▶ [Try it]
Filter the entries that follow, copying every line in which the word "Olavo" appears.

[[ Given records, beginning ]]

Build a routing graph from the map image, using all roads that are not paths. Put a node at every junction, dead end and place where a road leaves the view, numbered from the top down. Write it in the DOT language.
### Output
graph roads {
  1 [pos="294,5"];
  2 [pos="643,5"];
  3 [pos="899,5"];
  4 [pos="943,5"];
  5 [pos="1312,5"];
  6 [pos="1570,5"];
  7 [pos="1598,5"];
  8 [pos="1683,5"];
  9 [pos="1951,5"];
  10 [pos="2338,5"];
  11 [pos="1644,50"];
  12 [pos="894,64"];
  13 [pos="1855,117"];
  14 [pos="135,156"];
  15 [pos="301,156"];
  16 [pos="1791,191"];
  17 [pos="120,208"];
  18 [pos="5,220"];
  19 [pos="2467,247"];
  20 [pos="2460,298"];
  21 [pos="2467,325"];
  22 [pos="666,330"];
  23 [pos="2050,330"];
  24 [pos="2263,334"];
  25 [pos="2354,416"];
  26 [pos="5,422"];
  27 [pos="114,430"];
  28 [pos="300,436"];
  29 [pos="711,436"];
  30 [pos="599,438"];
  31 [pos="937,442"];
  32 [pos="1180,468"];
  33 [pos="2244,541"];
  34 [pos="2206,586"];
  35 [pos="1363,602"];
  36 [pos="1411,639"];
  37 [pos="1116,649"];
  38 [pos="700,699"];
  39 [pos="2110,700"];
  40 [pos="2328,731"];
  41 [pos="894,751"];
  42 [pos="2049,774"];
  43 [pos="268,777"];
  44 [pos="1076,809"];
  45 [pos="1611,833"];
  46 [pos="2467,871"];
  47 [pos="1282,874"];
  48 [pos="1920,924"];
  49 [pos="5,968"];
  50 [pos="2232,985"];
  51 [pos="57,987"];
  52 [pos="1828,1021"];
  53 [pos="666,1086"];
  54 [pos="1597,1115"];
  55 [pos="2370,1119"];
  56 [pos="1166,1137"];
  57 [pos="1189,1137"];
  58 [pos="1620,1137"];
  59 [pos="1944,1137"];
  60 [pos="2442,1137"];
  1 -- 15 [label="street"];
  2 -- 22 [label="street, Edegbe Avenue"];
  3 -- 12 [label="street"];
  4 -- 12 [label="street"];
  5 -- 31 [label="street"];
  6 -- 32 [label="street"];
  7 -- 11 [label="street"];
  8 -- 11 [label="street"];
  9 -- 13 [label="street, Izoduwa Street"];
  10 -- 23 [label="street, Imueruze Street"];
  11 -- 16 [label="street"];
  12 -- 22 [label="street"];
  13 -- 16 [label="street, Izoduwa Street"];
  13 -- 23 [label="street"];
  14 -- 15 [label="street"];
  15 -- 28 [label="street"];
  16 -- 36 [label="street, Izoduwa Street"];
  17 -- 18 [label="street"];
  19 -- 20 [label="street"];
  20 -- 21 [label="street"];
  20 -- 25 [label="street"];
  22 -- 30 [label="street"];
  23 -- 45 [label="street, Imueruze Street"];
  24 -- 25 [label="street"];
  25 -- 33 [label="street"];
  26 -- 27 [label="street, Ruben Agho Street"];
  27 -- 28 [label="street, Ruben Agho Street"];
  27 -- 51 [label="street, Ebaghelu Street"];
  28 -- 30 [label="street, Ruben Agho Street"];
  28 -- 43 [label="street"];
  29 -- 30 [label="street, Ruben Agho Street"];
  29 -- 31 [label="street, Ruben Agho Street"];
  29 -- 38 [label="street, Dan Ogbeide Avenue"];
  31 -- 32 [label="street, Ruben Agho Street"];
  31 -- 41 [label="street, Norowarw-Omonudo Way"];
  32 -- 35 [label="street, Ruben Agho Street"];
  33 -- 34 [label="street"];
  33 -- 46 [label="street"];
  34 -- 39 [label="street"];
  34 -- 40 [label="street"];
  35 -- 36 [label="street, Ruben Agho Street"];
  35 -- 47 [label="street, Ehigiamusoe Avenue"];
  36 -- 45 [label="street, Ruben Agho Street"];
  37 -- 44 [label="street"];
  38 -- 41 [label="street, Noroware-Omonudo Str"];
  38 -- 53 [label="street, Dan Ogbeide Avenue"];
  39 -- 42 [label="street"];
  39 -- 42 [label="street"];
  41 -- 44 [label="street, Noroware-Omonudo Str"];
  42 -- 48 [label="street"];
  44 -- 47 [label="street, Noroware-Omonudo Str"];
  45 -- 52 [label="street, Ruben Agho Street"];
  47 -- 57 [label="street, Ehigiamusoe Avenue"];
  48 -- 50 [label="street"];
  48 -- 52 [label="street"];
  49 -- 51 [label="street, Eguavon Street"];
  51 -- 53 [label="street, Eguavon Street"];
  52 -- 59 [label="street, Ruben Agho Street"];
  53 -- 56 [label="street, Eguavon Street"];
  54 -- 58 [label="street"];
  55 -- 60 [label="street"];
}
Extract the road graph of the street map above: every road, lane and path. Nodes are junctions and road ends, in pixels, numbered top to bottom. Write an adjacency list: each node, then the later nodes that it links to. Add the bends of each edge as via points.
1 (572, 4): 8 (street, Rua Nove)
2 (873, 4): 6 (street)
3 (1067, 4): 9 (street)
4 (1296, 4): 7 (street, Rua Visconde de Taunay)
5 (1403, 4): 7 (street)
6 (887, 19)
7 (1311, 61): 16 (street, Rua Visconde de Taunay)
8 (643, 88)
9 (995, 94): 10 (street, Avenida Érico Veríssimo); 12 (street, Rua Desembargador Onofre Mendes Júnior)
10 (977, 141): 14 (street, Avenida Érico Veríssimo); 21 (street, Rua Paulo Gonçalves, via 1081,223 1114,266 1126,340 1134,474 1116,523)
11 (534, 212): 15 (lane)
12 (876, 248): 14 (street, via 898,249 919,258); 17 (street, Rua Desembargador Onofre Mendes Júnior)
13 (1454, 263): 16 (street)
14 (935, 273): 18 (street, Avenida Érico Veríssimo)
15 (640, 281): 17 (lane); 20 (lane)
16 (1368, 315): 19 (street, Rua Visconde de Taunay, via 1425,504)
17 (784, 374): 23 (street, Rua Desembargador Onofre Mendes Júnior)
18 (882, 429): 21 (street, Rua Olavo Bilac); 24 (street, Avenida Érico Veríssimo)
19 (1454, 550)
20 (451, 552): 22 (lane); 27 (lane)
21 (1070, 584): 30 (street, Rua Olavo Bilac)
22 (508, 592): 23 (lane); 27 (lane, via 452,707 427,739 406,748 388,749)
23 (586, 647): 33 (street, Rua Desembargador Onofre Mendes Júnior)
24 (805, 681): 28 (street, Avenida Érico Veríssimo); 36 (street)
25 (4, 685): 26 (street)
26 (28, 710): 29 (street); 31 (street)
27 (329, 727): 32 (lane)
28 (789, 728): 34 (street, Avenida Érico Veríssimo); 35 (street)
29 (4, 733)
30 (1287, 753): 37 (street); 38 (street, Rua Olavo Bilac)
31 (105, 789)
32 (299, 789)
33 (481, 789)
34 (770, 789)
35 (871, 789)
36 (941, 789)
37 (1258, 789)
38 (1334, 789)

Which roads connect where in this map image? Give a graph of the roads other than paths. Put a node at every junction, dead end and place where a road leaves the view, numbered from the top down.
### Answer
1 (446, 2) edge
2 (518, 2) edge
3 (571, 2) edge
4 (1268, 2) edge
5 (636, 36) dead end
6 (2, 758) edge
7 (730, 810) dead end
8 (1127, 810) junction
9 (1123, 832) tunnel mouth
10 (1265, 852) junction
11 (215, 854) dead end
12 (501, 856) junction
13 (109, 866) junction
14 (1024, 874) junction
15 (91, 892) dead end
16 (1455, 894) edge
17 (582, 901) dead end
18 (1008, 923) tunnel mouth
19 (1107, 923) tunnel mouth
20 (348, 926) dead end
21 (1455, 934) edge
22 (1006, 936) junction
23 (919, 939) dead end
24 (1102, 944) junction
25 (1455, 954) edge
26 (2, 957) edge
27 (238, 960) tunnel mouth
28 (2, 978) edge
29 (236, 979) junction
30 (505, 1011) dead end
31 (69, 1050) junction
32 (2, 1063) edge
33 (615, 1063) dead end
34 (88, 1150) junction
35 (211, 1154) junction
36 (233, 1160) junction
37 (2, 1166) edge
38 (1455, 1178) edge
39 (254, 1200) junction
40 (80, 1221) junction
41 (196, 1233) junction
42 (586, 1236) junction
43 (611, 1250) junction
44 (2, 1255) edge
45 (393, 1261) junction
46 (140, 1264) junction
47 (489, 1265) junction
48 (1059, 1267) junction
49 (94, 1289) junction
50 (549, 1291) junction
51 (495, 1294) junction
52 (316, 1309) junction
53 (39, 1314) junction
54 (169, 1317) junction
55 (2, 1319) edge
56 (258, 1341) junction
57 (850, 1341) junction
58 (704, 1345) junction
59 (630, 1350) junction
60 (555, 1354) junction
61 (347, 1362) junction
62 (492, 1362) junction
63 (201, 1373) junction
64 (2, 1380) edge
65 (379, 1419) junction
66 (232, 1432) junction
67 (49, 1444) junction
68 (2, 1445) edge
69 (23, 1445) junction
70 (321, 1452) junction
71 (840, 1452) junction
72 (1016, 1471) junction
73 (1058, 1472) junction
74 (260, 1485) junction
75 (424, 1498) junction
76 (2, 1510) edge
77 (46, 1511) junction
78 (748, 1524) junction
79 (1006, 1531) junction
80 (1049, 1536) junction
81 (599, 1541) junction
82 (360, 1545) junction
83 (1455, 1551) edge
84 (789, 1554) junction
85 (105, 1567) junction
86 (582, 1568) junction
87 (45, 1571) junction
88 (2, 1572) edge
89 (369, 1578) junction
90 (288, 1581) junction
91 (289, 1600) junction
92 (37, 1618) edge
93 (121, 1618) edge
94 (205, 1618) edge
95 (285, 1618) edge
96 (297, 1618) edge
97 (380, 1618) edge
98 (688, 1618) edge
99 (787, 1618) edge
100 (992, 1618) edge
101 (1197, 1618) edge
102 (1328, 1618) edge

[[ Given records, end ]]

▶ [Exercise result]
18 (882, 429): 21 (street, Rua Olavo Bilac); 24 (street, Avenida Érico Veríssimo)
21 (1070, 584): 30 (street, Rua Olavo Bilac)
30 (1287, 753): 37 (street); 38 (street, Rua Olavo Bilac)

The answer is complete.